I'm trying to find the happy medium settings where most records sound acceptable.
I understand. You may have guessed that I have recently, over the last year actually, added the XX2 and fought with the set-up of the arm to accommodate it. If you can improve the sound by getting the damping fluid correct then by all means do so first. It will help you determine the changes in sound that experimenting with VTA and VTF bring. Through trial and error and repetition I have learned and here is my advice:
Set the loading at 100 Ohms. I found setting it higher to liven things up but sacrifice the ease of audiophile quality for "wow" first impressions that soon become tiring.
Get the azimuth right.
Set the VTF. Some prefer 1.95, others 2.0 2.0 has more heft.
Re-Align the cart if necessary and recheck everything.
Experiment with raising and lowering the arm height. Reset the VTF when you do. It will change.
The correct range of height will be apparent when lowering the arm makes the bass sound slow and your foot stops tapping. Raising the arm picks up the beat and there will be a small range in that area where the magic happens. Raise it too far and the sound feels emotionally bleached (my test).
And lastly, get a good phono cable. I tried the VPI 2 cable with the Discovery wire and it sucked with a capital "S" compared to what I'm using now. As always YMMV.

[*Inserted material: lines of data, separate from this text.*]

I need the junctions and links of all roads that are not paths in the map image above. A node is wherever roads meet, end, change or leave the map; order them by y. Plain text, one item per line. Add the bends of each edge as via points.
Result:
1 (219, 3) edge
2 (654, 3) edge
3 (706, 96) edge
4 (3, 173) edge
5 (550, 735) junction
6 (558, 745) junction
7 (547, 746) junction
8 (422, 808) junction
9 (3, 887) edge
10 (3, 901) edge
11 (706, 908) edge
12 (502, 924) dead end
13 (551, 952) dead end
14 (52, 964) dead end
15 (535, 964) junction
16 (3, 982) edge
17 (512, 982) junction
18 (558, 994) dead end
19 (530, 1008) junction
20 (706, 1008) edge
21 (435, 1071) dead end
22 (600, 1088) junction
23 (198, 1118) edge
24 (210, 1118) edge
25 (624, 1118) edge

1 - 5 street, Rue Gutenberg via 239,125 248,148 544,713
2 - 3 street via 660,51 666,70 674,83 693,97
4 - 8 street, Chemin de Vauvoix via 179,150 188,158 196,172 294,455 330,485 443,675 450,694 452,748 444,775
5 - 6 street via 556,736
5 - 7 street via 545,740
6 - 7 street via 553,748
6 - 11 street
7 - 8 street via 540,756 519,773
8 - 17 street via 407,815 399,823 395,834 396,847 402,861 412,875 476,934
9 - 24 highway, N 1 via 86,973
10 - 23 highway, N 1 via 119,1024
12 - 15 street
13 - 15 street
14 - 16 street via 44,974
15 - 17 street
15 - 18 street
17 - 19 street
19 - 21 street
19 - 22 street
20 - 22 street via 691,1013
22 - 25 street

Good luck. It all sounds easy until you try it for yourself. Sometimes it's what your listening for and sometimes it's what you "feel" that determines the correct setting.
I ordered a Herron line stage and phono stage today, I'll have it in a week can't wait.
Thank you for the set up guide, I really appreciate it.
Do you notice with your xx2 if you have too much VTF and the distortion comes back ?
It takes time to VFT VTA all dialed in but I'm getting there.
I have the Nordost wire in my 10.5i and I'm using the discovery cable.
What are you using ?
On the VTF - no the extra .05 on the VTF doesn't audibly affect the tracking on my set-up. Within the range of the cart, the consensus seems to be that more VTF actually makes the cart track better. In my experience, mistracking is better cured elsewhere in the set-up process.
My arm has the original factory wiring from the era it was manufactured. It's an original JMW Memorial 10. Nothing special?
Mu vinyl is played by a Dynavector XX2 MKII, VPI HW-19 MKIV with JMW arm, Stand alone motor, VPI digital speed control, Nordost Frey2 phono cable to an ARC PH-7 phono pre, Nordost Frey 2 to an ARF REF-3 pre, Nordost Frey 2 to an Ayre V-5xe, Acoustic Zen Satori Shotgun cables to Vandersteen 3A Sigs.
In MY system, the Nordost wire sounds too hifi....the Discovery sounds organic and true.